Deutschlands größte Spendenplattform

The Dam Busters-Museumsführer

Ein Projekt von Verein Sperrmauer Museum Edersee e.V.
in Edertal-Hemfurth, Deutschland

Neuauflage eines Museumsführers über den Angriff auf die Sperrmauer

M. Schmidt
Nachricht schreiben

Über das Projekt

Wir planen, den bebilderten Museumsführer (...gleichzeitig eines von wenigen Büchern über den Angriff auf die Sperrmauer...) von 2001 zu erweitern und neu Aufzulegen. Das Buch soll dann an der Museumskasse für ca. 12 € verkauft werden. Warum Spenden bei einem im Grunde genommen kommerziellen Projekt? Da der gemeinnützige Verein, der hinter dem Projekt steht "nicht gut betucht ist" - bei zur Zeit nur 7.000 Besuchern im Museum pro Jahr reichen die Einnahmen nicht mal, um dieses Projekt in Anspruch zu nehmen! Aus dem Erlös des Verkaufes der Neuauflage von hundert Stück können dann weitere Exemplare gedruckt werden und es in für Besucher notwendige Sprachen übersetzt werden (Englisch, Holländisch). Eine Spende - steuerlich absetzbar - wäre somit "Hilfe zur Selbsthilfe" im besten Sinne von Social Business! Gleichzeitig soll dieses Projekt auch Aufmerksamkeit für das Museum, die Geschichte und die Region zeigen. Auf das die Geschichte nicht vergessen werde! Der jetzige Museumsführer von 2001 enthält Fehler, ist dünner, weist nicht so viele Informationen auf und erzählt die Hintergründe und Geschichte(n), nicht so sinnvoll, ausführlich und lebendig wie möglich und sinnvoll wäre. Und: er ist vergriffen. Bei der "Neuerzählung der Geschichte" wird es keineswegs um Geschichtsverfälschung/ -veränderung gehen, sondern darum, das Geschehene wahrhaft, mit weiterführenden Informationen, dramaturgisch gekonnt darzustellen. An dem Projekt werden Oliver Köhler und Michael Schmidt arbeiten.

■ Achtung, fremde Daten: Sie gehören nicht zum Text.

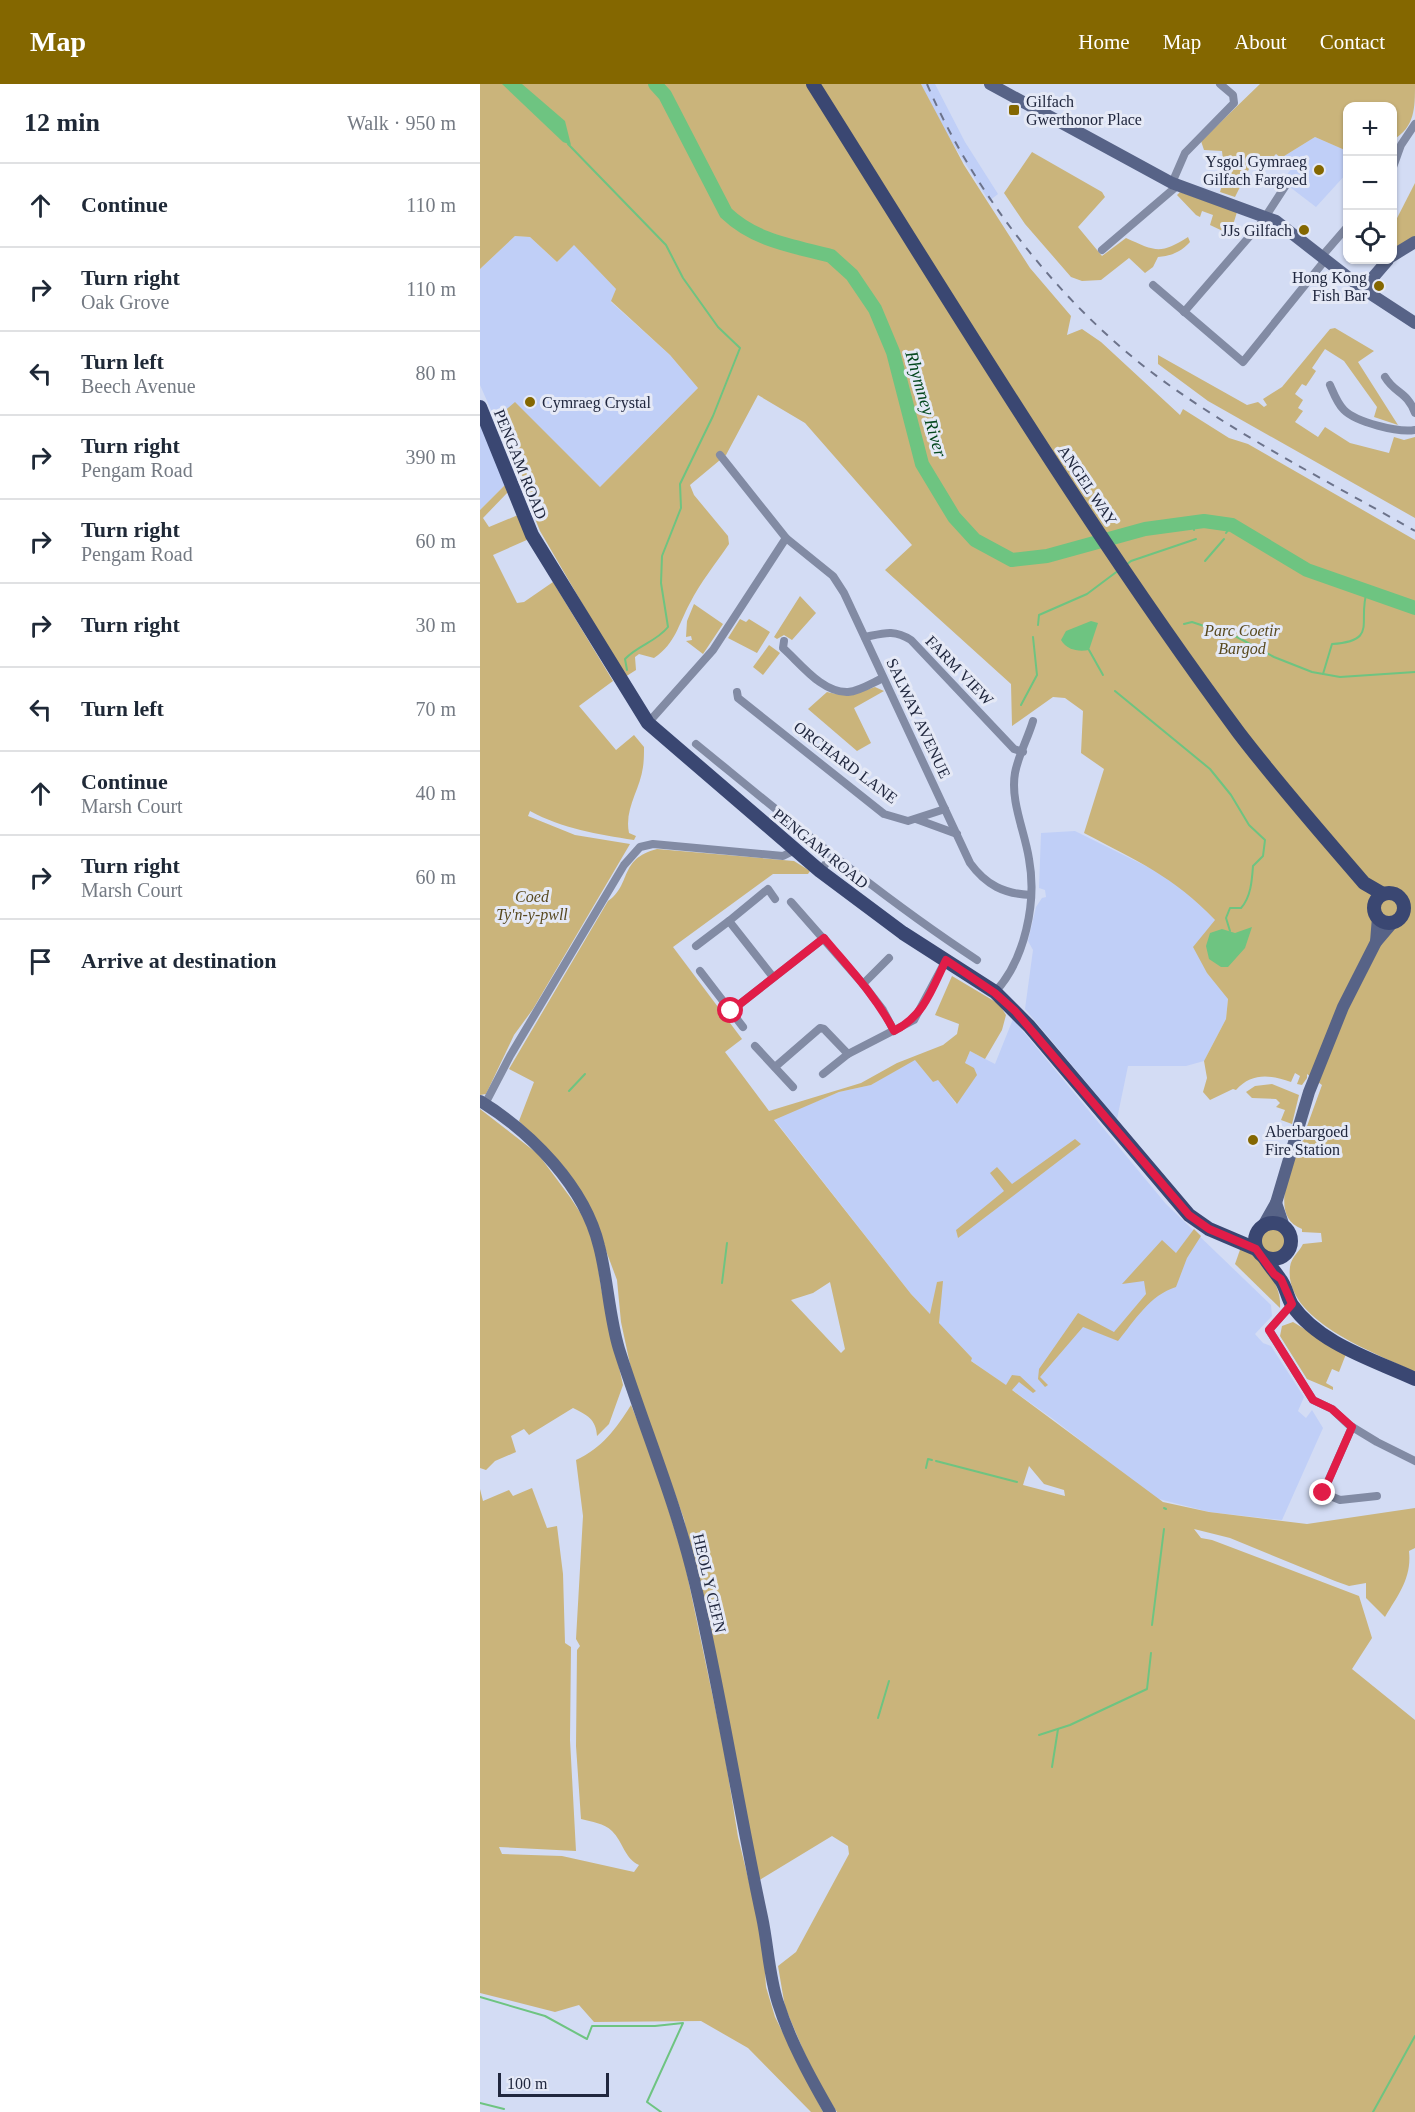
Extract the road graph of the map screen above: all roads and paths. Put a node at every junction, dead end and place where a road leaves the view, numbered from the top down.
1 (813, 84) edge
2 (990, 84) edge
3 (1220, 84) edge
4 (1415, 124) edge
5 (1397, 156) edge
6 (1174, 184) junction
7 (1286, 185) dead end
8 (1266, 216) junction
9 (1343, 231) edge
10 (1415, 242) edge
11 (1102, 250) dead end
12 (1397, 253) edge
13 (1324, 258) junction
14 (1384, 264) edge
15 (1153, 285) dead end
16 (1362, 289) junction
17 (1184, 312) junction
18 (1415, 323) edge
19 (1385, 377) dead end
20 (1330, 385) dead end
21 (480, 406) edge
22 (1415, 413) edge
23 (1415, 430) edge
24 (720, 455) dead end
25 (786, 538) junction
26 (865, 637) junction
27 (781, 646) dead end
28 (883, 678) junction
29 (735, 697) dead end
30 (1033, 721) dead end
31 (648, 723) junction
32 (696, 744) dead end
33 (1023, 752) junction
34 (945, 809) junction
35 (916, 819) junction
36 (957, 834) junction
37 (795, 850) junction
38 (832, 856) junction
39 (820, 871) junction
40 (1364, 883) junction
41 (1383, 894) junction
42 (1031, 895) junction
43 (1400, 898) junction
44 (775, 899) dead end
45 (791, 902) dead end
46 (1415, 903) edge
47 (1376, 912) junction
48 (1403, 918) edge
49 (729, 921) junction
50 (824, 938) junction
51 (1376, 942) junction
52 (696, 946) dead end
53 (889, 958) dead end
54 (946, 960) junction
55 (977, 960) dead end
56 (700, 970) dead end
57 (773, 977) junction
58 (863, 984) junction
59 (995, 993) junction
60 (731, 1011) junction
61 (742, 1027) dead end
62 (894, 1031) junction
63 (755, 1046) dead end
64 (848, 1053) junction
65 (775, 1067) junction
66 (823, 1074) dead end
67 (793, 1087) dead end
68 (483, 1103) edge
69 (1276, 1203) junction
70 (1284, 1227) junction
71 (1260, 1229) junction
72 (1232, 1238) junction
73 (1260, 1253) junction
74 (1285, 1254) junction
75 (1281, 1279) junction
76 (1292, 1304) junction
77 (1415, 1378) edge
78 (1352, 1427) junction
79 (1415, 1461) edge
80 (1377, 1496) dead end
81 (830, 2112) edge

1 - 40 main road, ANGEL WAY
2 - 6 street
3 - 6 street
4 - 5 street
6 - 8 street
6 - 11 street
7 - 8 street
8 - 13 street
8 - 17 street
9 - 13 street
10 - 12 street
13 - 16 street
13 - 17 street
14 - 16 street
15 - 17 street
16 - 18 street
19 - 22 street
20 - 23 street
21 - 31 main road, PENGAM ROAD
24 - 25 street, SALWAY AVENUE
25 - 26 street, SALWAY AVENUE
25 - 31 street
26 - 28 street, SALWAY AVENUE
26 - 33 street, FARM VIEW
27 - 28 street
28 - 34 street, SALWAY AVENUE
29 - 35 street, ORCHARD LANE
30 - 33 street
31 - 37 main road, PENGAM ROAD
32 - 38 street
33 - 42 street
34 - 35 street, ORCHARD LANE
34 - 36 street, SALWAY AVENUE
35 - 36 street
36 - 42 street, SALWAY AVENUE
37 - 39 main road, PENGAM ROAD
37 - 68 street
38 - 39 street
38 - 55 street
39 - 54 main road, PENGAM ROAD
40 - 41 main road, ANGEL WAY
40 - 47 main road, ANGEL WAY
41 - 43 main road
41 - 47 main road
42 - 59 street
43 - 46 main road
43 - 48 main road
44 - 49 street
45 - 50 street
47 - 48 main road
47 - 51 street
48 - 51 street
49 - 52 street
49 - 57 street
50 - 57 street
50 - 58 street
51 - 69 street
53 - 58 street
54 - 59 main road, PENGAM ROAD
54 - 62 street
56 - 60 street
57 - 60 street
58 - 62 street
59 - 72 main road, PENGAM ROAD
60 - 61 street
62 - 64 street
63 - 65 street
64 - 65 street
64 - 66 street
65 - 67 street
68 - 81 street, HEOL Y CEFN
69 - 70 street
69 - 71 street
70 - 71 main road
70 - 74 main road
71 - 72 main road
71 - 73 main road
72 - 73 main road, PENGAM ROAD
73 - 74 main road
73 - 75 main road, PENGAM ROAD
74 - 75 main road
75 - 76 main road, PENGAM ROAD
76 - 77 main road, PENGAM ROAD
76 - 78 street
78 - 79 street
78 - 80 street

In erster Linie profitiert davon das Museum, der dahinterstehende gemeinnützige Verein - und die Besucher. -- Zum Museum selbst: siehe www.ausstellung-edersee.de und www.facebook.com/DamBustersMuseum, sowie die Organisationsbeschreibung auf betterplace. Das Museum soll Anfang nächsten Jahres auch an einen günstigeren Ort näher an der Sperrmauer umziehen (...wodurch auch mehr Besucher den Weg zu uns finden werden...).